Photo by Tambay Obenson/African Film Press
It’s a common sentiment among many African viewers — and even filmmakers — that the primary purpose of film is entertainment, a limiting outlook that makes the diversity and creativity of filmmaking on the continent seem inaccessible. Very often, critically acclaimed films find their way to international — and sometimes local — festivals, and even when they see wider release, public reception may be lukewarm — sometimes assisted by the machinations of the local ecosystem.
Strengthening the connection between filmmaking, film-viewing, and film criticism is no doubt key to fully unlocking the possibilities within African film. “We actually need to cultivate audiences, and part of that work is done by journalists, by critics,” Obenson says.
An integral effect of AFP’s pan-African efforts in the near future could be a better integration of conversations about African film across the continent. AFP is aiming to achieve this through the upcoming Critics Prize. The prize is set to have a rotating cast of judges across the festivals where it will be awarded, an approach that will help in building a pan-African network of film journalists. “Europe is connected, America is connected in a way, the global film industry is connected, so as much as we are connecting within the continent, we’re also looking to connect ourselves to the global film space,” WKMUp’s Ikeade Oriade says.“A lot of times, people say critics or journalists are always complaining that the industry needs to build structure, but what about us? How are we structuring and engaging, and mobilizing ourselves? This is a way to start building the structure that we are telling those filmmakers to build and telling those actors to come together for.”
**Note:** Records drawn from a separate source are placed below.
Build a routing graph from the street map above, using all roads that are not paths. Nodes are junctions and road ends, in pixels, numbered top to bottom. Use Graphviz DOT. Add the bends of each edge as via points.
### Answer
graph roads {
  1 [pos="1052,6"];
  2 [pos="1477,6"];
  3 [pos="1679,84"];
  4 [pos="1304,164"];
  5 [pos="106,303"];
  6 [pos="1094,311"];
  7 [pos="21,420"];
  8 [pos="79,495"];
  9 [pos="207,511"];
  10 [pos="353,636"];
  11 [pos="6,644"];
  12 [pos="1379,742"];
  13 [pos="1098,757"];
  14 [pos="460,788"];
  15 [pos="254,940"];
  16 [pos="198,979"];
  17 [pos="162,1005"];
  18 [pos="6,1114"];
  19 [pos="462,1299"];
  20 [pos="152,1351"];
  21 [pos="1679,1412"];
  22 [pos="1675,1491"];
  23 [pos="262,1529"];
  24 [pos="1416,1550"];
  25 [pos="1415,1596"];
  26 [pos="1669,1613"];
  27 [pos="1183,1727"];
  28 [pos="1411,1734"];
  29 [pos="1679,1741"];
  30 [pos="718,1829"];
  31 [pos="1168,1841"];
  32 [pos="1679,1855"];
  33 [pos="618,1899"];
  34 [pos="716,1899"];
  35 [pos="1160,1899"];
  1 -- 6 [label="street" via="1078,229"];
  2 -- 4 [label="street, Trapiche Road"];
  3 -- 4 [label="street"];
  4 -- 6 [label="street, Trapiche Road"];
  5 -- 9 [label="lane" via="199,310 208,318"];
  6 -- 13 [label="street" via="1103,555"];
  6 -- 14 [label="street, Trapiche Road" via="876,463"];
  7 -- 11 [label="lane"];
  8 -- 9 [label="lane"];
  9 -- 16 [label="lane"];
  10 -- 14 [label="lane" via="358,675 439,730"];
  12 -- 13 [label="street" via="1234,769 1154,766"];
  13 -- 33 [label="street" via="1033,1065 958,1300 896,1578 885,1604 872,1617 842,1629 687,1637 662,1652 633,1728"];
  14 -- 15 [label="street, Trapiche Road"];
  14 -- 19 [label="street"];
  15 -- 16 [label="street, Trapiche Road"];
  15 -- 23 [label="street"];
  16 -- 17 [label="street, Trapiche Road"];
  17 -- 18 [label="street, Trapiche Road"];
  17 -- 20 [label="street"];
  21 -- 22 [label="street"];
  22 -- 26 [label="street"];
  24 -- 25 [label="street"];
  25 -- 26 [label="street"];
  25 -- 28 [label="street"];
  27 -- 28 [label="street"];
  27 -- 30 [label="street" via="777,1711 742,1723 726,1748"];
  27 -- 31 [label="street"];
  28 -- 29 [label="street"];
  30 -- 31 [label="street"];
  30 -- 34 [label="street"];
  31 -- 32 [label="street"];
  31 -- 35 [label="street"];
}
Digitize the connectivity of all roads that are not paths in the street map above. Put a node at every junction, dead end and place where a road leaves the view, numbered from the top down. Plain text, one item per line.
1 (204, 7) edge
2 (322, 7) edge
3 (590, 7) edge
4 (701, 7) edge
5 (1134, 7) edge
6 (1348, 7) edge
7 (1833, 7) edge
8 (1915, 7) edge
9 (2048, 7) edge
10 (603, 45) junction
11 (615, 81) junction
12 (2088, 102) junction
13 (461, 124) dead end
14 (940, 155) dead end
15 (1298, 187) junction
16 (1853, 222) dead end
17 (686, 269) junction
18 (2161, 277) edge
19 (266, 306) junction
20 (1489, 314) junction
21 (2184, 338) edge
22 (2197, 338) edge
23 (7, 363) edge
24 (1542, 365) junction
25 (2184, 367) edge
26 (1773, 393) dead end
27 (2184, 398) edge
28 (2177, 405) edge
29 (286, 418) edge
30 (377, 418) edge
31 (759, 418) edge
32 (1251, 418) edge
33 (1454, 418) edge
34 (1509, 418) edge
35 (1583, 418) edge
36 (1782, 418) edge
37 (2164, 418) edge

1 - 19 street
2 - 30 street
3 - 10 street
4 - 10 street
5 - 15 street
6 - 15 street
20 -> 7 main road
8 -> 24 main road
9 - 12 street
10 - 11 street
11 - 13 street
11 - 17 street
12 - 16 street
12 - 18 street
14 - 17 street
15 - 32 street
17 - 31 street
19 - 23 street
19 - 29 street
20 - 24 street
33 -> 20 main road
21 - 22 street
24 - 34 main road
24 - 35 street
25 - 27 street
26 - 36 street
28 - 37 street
Oriade also makes a point to add that the prize will not be prioritizing already acclaimed films and the kind of arthouse efforts that some might expect to be favored. He cites Rungano Nyoni’s comedy drama, On Becoming a Guinea Fowl, as an example that could’ve won the prize if it were in existence a year ago, because it’s “a comedy drama, accessible, made to steer something in your heart, and speaks to a timely conversation in an African society.”
Similar to the FIPRESCI Prize awarded by international critics at prominent international film festivals, the AFP co-founding trio is working on awarding the prize across multiple African film festivals.
“Ideally, it will be one every quarter, but we don’t know if we’ll be able to do that [because] many African film festivals happen in the last half of the year,” Obenson says. “Within the first year or so, we’ll have a much more grounded understanding of how we want to move forward.”
The AFP co-founders will serve as judges for the inaugural edition at the S16 festival, where the winner will receive a cash prize, a trophy, and a certificate. As the award begins its journey across film festivals, the co-founders are hoping it lays the critical groundwork for structured film criticism and conversations on the continent.